European leaders are preparing to battle ‘very very large’ disagreements this morning as they try to save a €1.9trillion EU budget, according to German Chancellor Angela Merkel.
The marathon of talks will continue from 11am today after the Dutch Prime Minister Mark Rutte dug his heels in on Friday over a plan to help struggling southern countries including Spain and Italy.
Chancellor Merkel and French President Emmanuel Macron are backing a package of loans and subsidies to member states to revive economies shattered by the virus and preventive lockdowns.
Yesterday, European leaders gathered face-to-face for the first time in five months as talks got underway in Brussels.
The bloc is split in every direction over the budget – north and south disagree over a coronavirus rescue package, while west and east have drawn up battle lines over climate targets and legal reforms.
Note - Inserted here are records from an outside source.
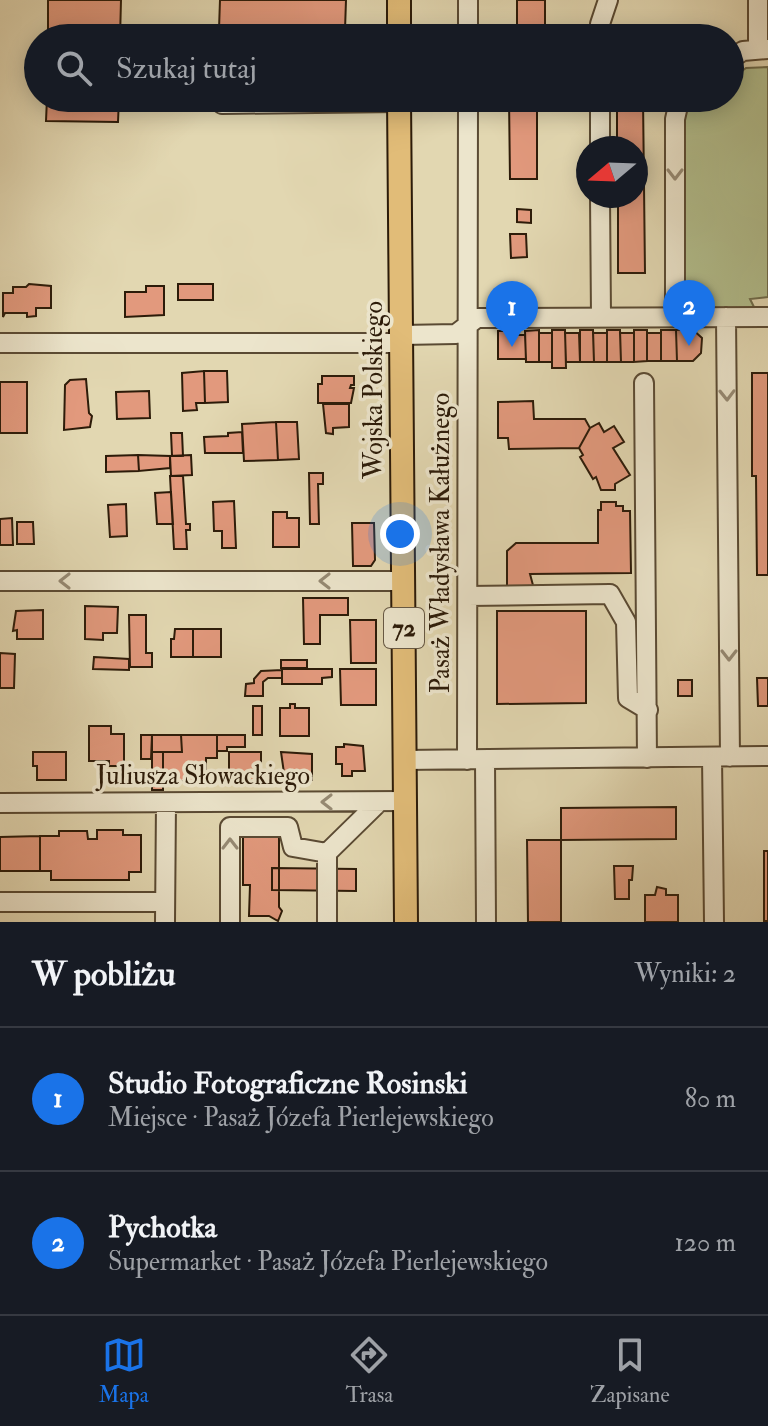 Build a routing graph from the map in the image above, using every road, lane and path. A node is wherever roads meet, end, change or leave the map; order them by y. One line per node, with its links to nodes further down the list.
1 (399, 0): 5 (main road)
2 (468, 0): 6 (street)
3 (608, 0): 7 (street)
4 (758, 0): 8 (street)
5 (399, 24)
6 (468, 24)
7 (600, 24)
8 (750, 52)
9 (399, 112): 20 (main road, Wojska Polskiego / 72)
10 (468, 112): 19 (street, Pasaż Władysława Kałużnego)
11 (600, 112): 13 (street)
12 (678, 112): 16 (street, one-way to 16)
13 (600, 136)
14 (600, 208): 15 (street)
15 (601, 316): 16 (street); 19 (street)
16 (675, 316): 17 (street)
17 (726, 317): 18 (street); 28 (street, one-way to 28)
18 (768, 317)
19 (466, 326): 20 (street); 25 (street, Pasaż Władysława Kałużnego)
20 (402, 339): 21 (street); 24 (main road, Wojska Polskiego / 72)
21 (0, 343)
22 (644, 383): 26 (street)
23 (0, 581): 24 (street, one-way to 23)
24 (403, 581): 30 (main road, Wojska Polskiego / 72)
25 (468, 596): 26 (street); 31 (street, Pasaż Władysława Kałużnego)
26 (648, 710): 29 (street)
27 (768, 756): 28 (street)
28 (721, 757): 29 (street); 44 (street)
29 (647, 758): 31 (street)
30 (405, 760): 31 (street); 32 (main road, Wojska Polskiego / 72)
31 (476, 760): 43 (street, Pasaż Władysława Kałużnego)
32 (405, 801): 33 (street, Juliusza Słowackiego); 42 (main road, Wojska Polskiego / 72)
33 (379, 802): 35 (street, Juliusza Słowackiego, one-way to 35); 36 (street)
34 (0, 803): 35 (street, Juliusza Słowackiego)
35 (166, 803): 38 (street)
36 (327, 853): 40 (street, one-way to 36); 41 (street)
37 (0, 902): 38 (street)
38 (165, 902): 39 (street)
39 (165, 922)
40 (230, 922)
41 (327, 922)
42 (406, 922)
43 (486, 922)
44 (714, 922)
Angela Merkel and Emmanuel Macron arrived yesterday for the start of EU budget negotiations which are taking place in Brussels. Pictured with European Council President Charles Michel (right)
The Dutch in particular – but backed by Austria, Sweden and Denmark – are reluctant to hand out cash to countries such as Spain or Italy they see as too lax with public spending.
While the leaders have been holding digital summits until now, it was decided that a face-to-face meet is the only way to find enough common ground to reach a deal.
Europe is in the depths of its deepest recession since World War II and the 27 national leaders are seeking common ground on the terms of a €750billion stimulus package that would help lift those hardest hit by the pandemic.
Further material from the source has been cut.